** Opening Source material block **
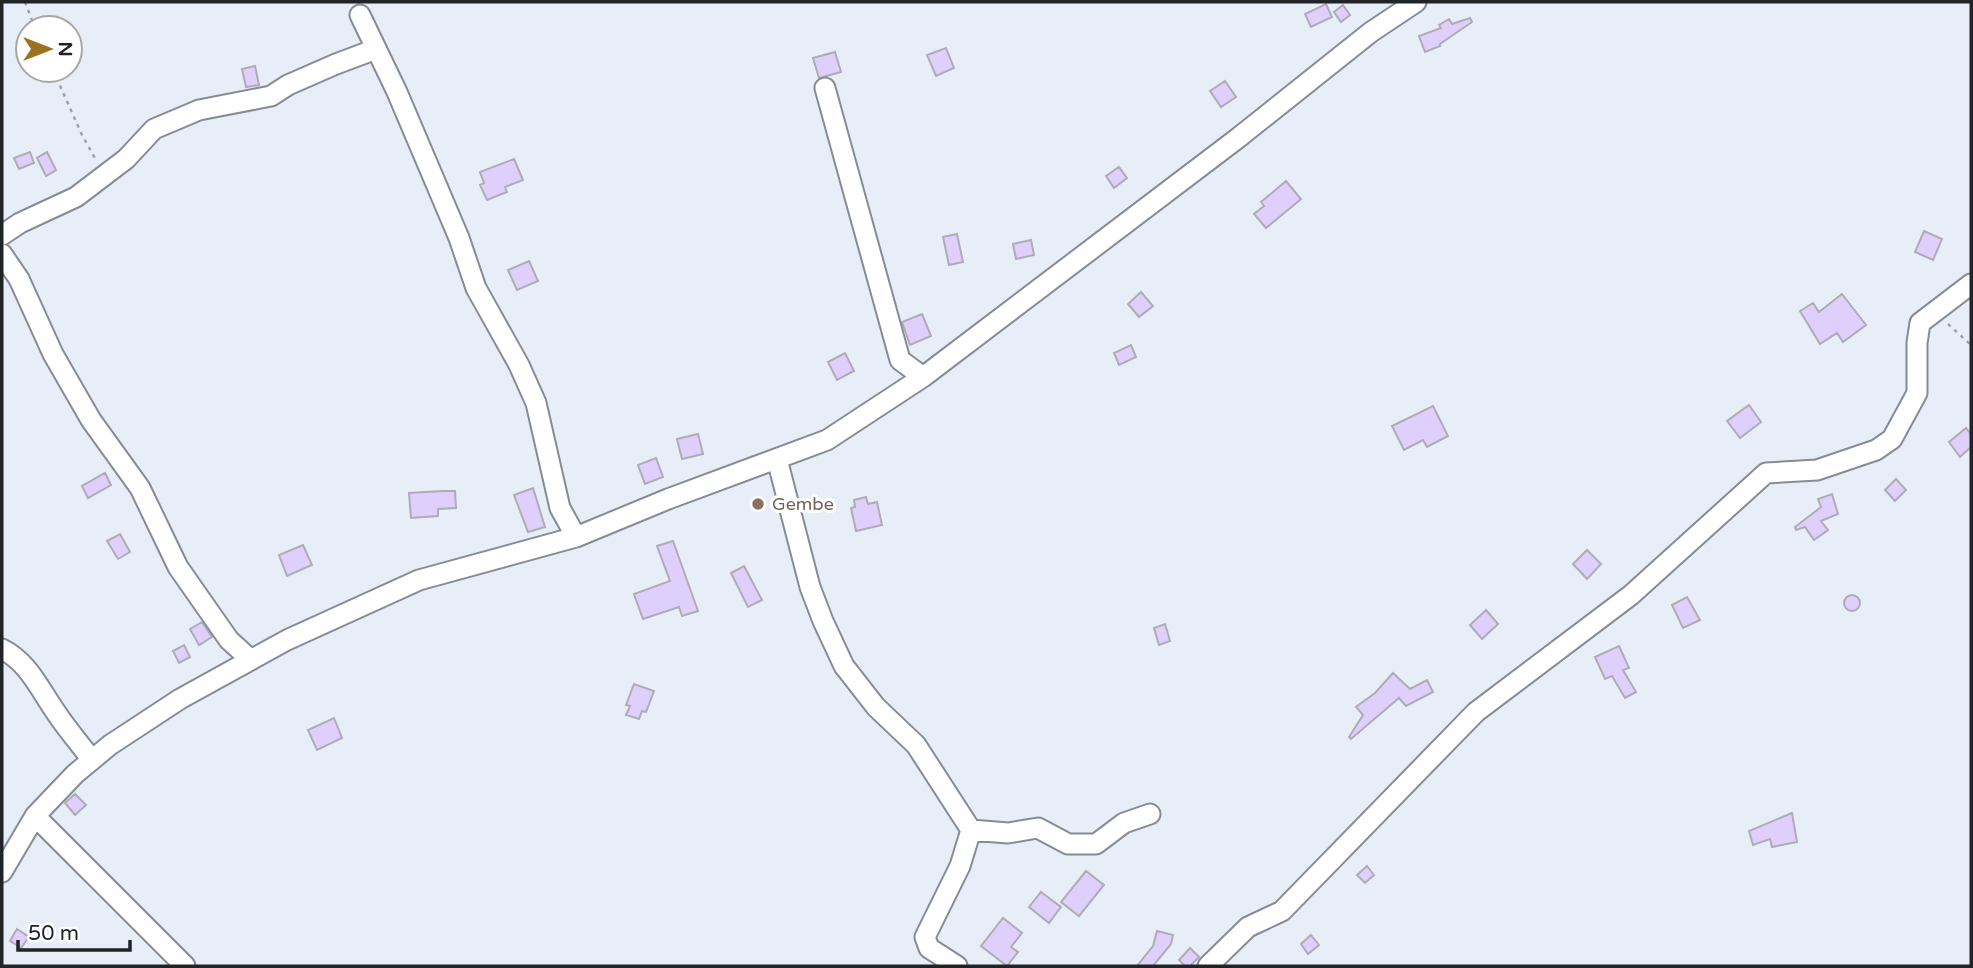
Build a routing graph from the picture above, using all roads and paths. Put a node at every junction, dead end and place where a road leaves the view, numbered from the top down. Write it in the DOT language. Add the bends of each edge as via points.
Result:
graph roads {
  1 [pos="1416,2"];
  2 [pos="360,15"];
  3 [pos="376,49"];
  4 [pos="59,84"];
  5 [pos="825,88"];
  6 [pos="105,175"];
  7 [pos="2,235"];
  8 [pos="2,254"];
  9 [pos="1971,284"];
  10 [pos="1935,312"];
  11 [pos="1971,345"];
  12 [pos="923,377"];
  13 [pos="777,459"];
  14 [pos="576,537"];
  15 [pos="2,649"];
  16 [pos="251,660"];
  17 [pos="92,760"];
  18 [pos="1150,814"];
  19 [pos="35,816"];
  20 [pos="971,830"];
  21 [pos="2,872"];
  22 [pos="185,966"];
  23 [pos="957,966"];
  24 [pos="1208,966"];
  1 -- 12 [label="street"];
  2 -- 3 [label="street"];
  3 -- 6 [label="street" via="271,96 199,110 154,129"];
  3 -- 14 [label="street" via="459,238 476,288 536,404 560,508"];
  4 -- 6 [label="path"];
  5 -- 12 [label="street" via="900,360"];
  6 -- 7 [label="street" via="76,197"];
  8 -- 16 [label="street" via="90,420 140,488 178,567 229,640"];
  9 -- 10 [label="street"];
  10 -- 11 [label="path"];
  10 -- 24 [label="street" via="1920,323 1917,393 1892,439 1876,450 1817,470 1766,473 1631,595 1476,712 1282,911 1248,928"];
  12 -- 13 [label="street" via="827,440"];
  13 -- 14 [label="street"];
  13 -- 20 [label="street" via="810,587 844,666 916,745"];
  14 -- 16 [label="street" via="419,580"];
  15 -- 17 [label="street" via="13,654 39,683"];
  16 -- 17 [label="street" via="180,699"];
  17 -- 19 [label="street"];
  18 -- 20 [label="street" via="1124,823 1096,844 1068,844 1038,828 1008,833"];
  19 -- 21 [label="street"];
  19 -- 22 [label="street"];
  20 -- 23 [label="street" via="960,866 925,937 929,948"];
}
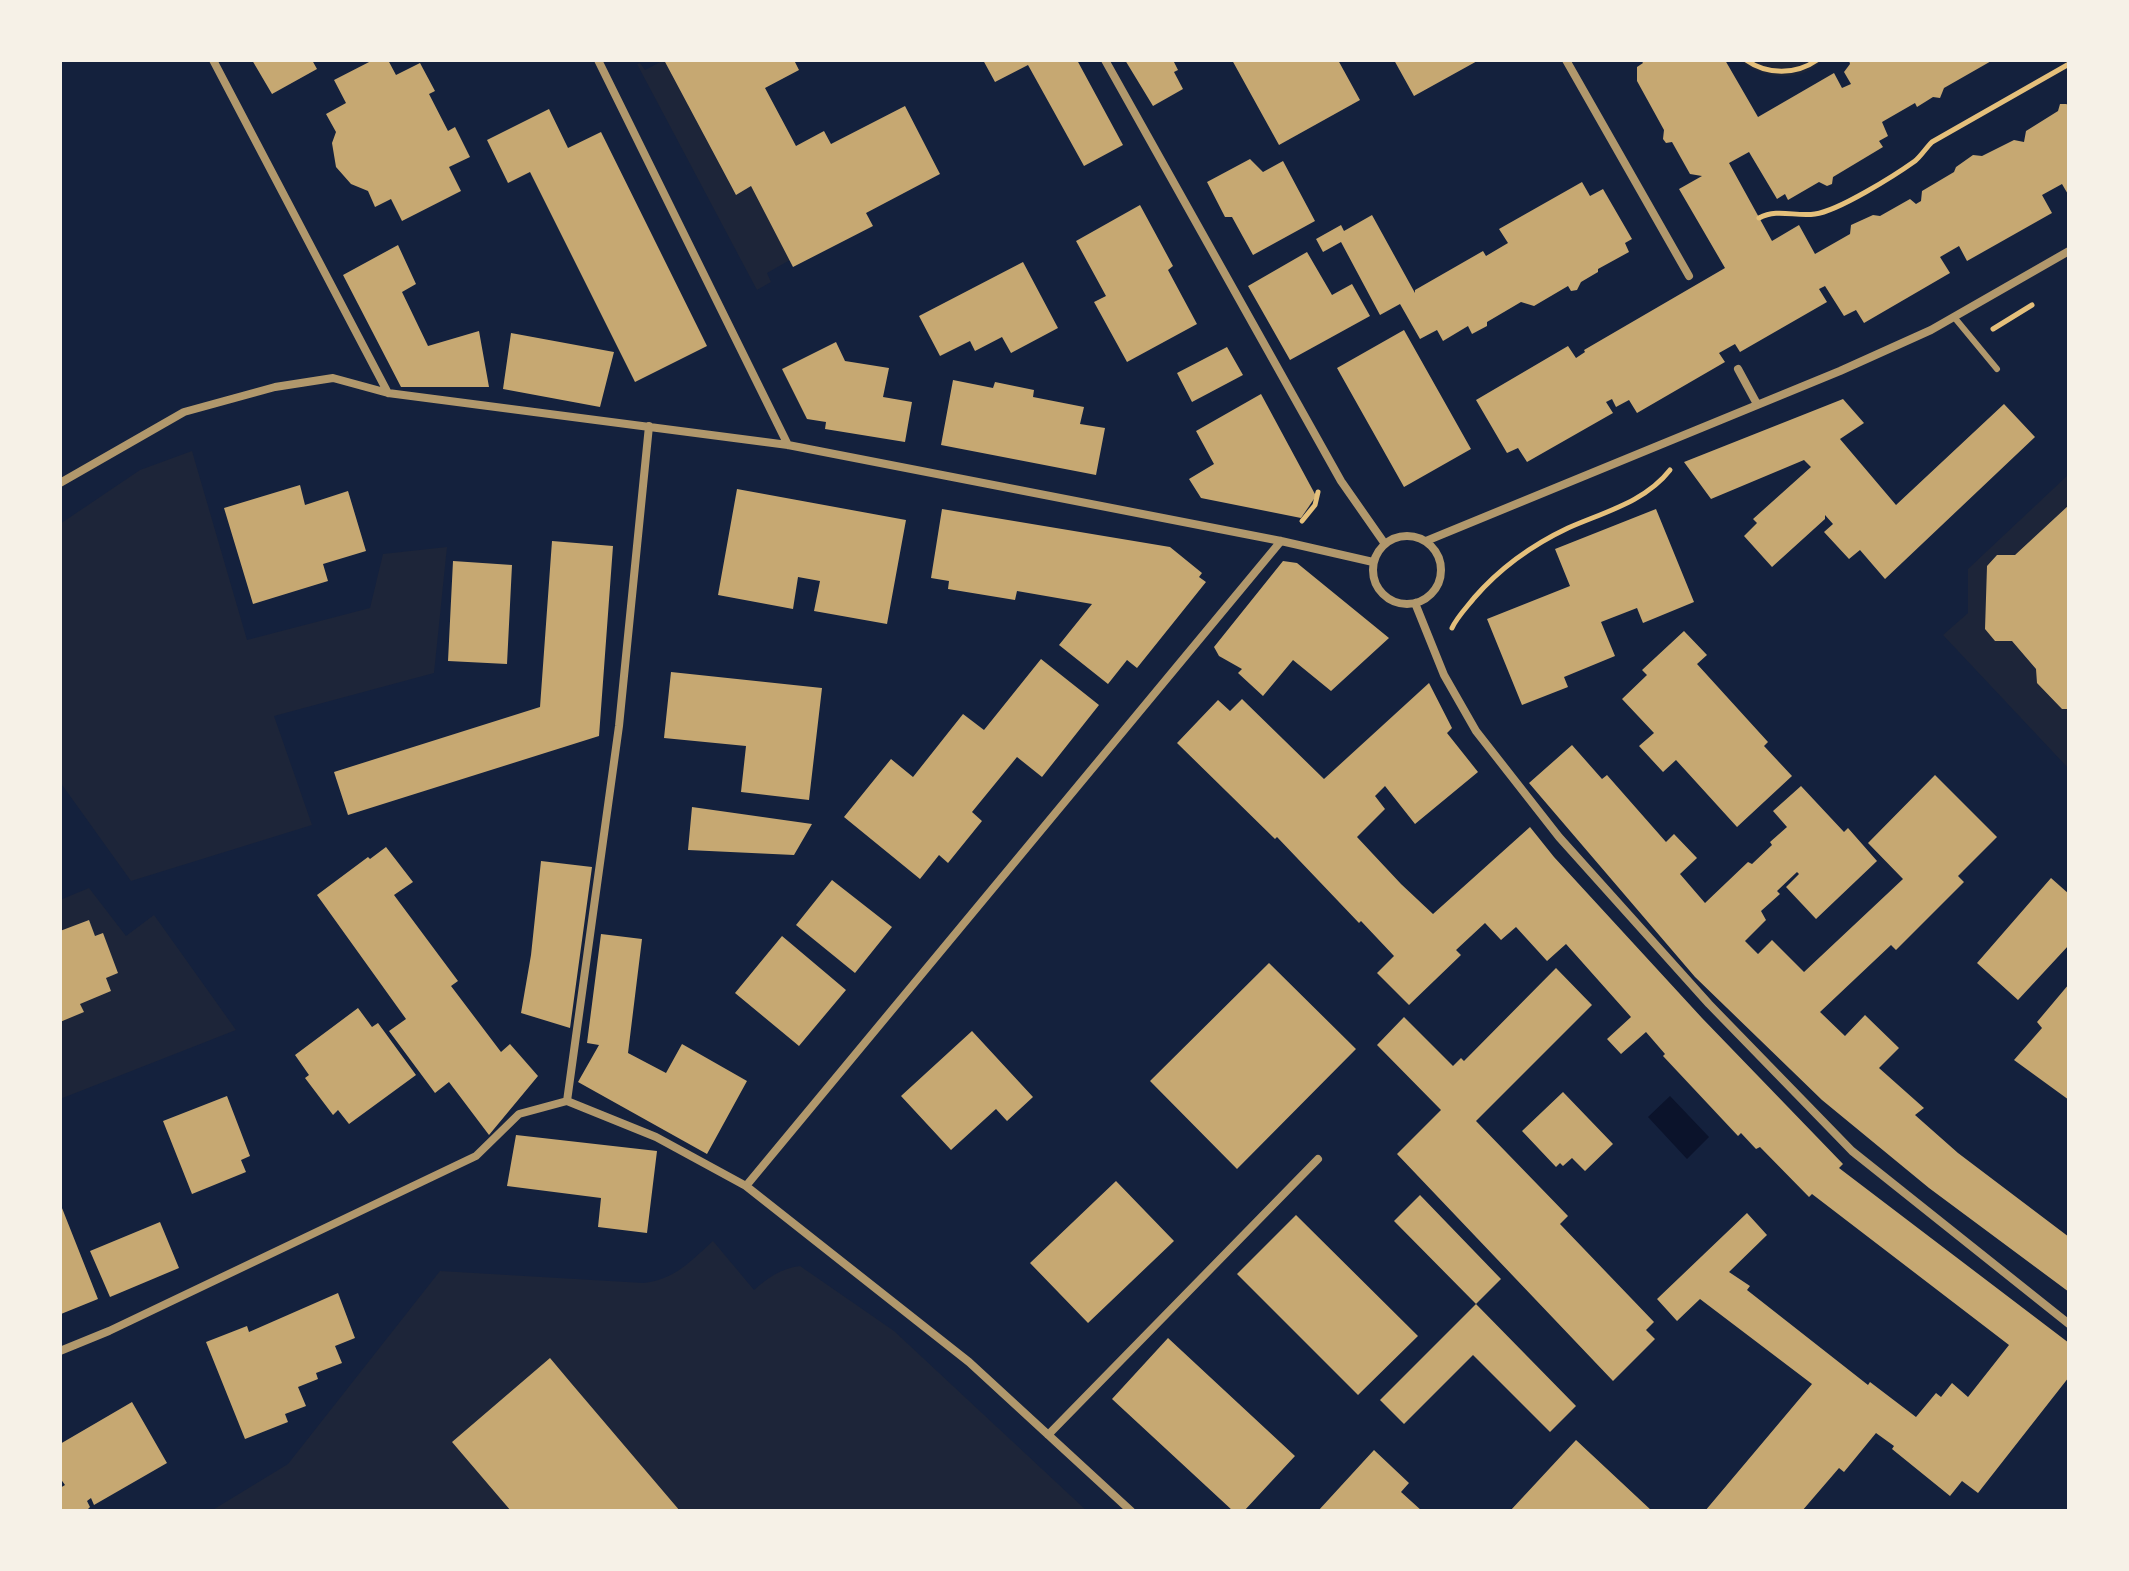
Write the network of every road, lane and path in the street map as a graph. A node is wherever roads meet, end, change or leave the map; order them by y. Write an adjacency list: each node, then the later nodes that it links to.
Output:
1 (213, 60): 15 (street)
2 (598, 60): 18 (street)
3 (1105, 60): 25 (street)
4 (1566, 60): 11 (street)
5 (1746, 60): 7 (path)
6 (1817, 60): 7 (path)
7 (1756, 63)
8 (2069, 64): 9 (path)
9 (1759, 218)
10 (2069, 251): 12 (street)
11 (1689, 276)
12 (1954, 317): 14 (lane); 16 (street)
13 (1738, 369): 16 (street)
14 (1997, 369)
15 (388, 393): 17 (street); 20 (street)
16 (1757, 404): 24 (street)
17 (649, 426): 18 (street); 29 (street)
18 (788, 445): 23 (street)
19 (1672, 467): 28 (path)
20 (60, 483)
21 (1315, 483): 22 (path)
22 (1289, 518)
23 (1281, 541): 26 (street); 31 (street)
24 (1426, 541): 25 (street); 27 (street)
25 (1385, 544): 26 (street)
26 (1373, 562): 27 (street)
27 (1415, 603): 28 (street)
28 (1444, 675): 32 (street)
29 (567, 1101): 31 (street); 33 (street)
30 (1318, 1159): 34 (street)
31 (746, 1186): 34 (street)
32 (2069, 1324)
33 (60, 1351)
34 (1048, 1435): 35 (street)
35 (1131, 1511)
** Closing Source material block **
> _What is being asked_
In the entries above, find the line containing "Write the network". Set down that line and every line after it through the last one, exactly and alone.

> _Exercise response_
Write the network of every road, lane and path in the street map as a graph. A node is wherever roads meet, end, change or leave the map; order them by y. Write an adjacency list: each node, then the later nodes that it links to.
Output:
1 (213, 60): 15 (street)
2 (598, 60): 18 (street)
3 (1105, 60): 25 (street)
4 (1566, 60): 11 (street)
5 (1746, 60): 7 (path)
6 (1817, 60): 7 (path)
7 (1756, 63)
8 (2069, 64): 9 (path)
9 (1759, 218)
10 (2069, 251): 12 (street)
11 (1689, 276)
12 (1954, 317): 14 (lane); 16 (street)
13 (1738, 369): 16 (street)
14 (1997, 369)
15 (388, 393): 17 (street); 20 (street)
16 (1757, 404): 24 (street)
17 (649, 426): 18 (street); 29 (street)
18 (788, 445): 23 (street)
19 (1672, 467): 28 (path)
20 (60, 483)
21 (1315, 483): 22 (path)
22 (1289, 518)
23 (1281, 541): 26 (street); 31 (street)
24 (1426, 541): 25 (street); 27 (street)
25 (1385, 544): 26 (street)
26 (1373, 562): 27 (street)
27 (1415, 603): 28 (street)
28 (1444, 675): 32 (street)
29 (567, 1101): 31 (street); 33 (street)
30 (1318, 1159): 34 (street)
31 (746, 1186): 34 (street)
32 (2069, 1324)
33 (60, 1351)
34 (1048, 1435): 35 (street)
35 (1131, 1511)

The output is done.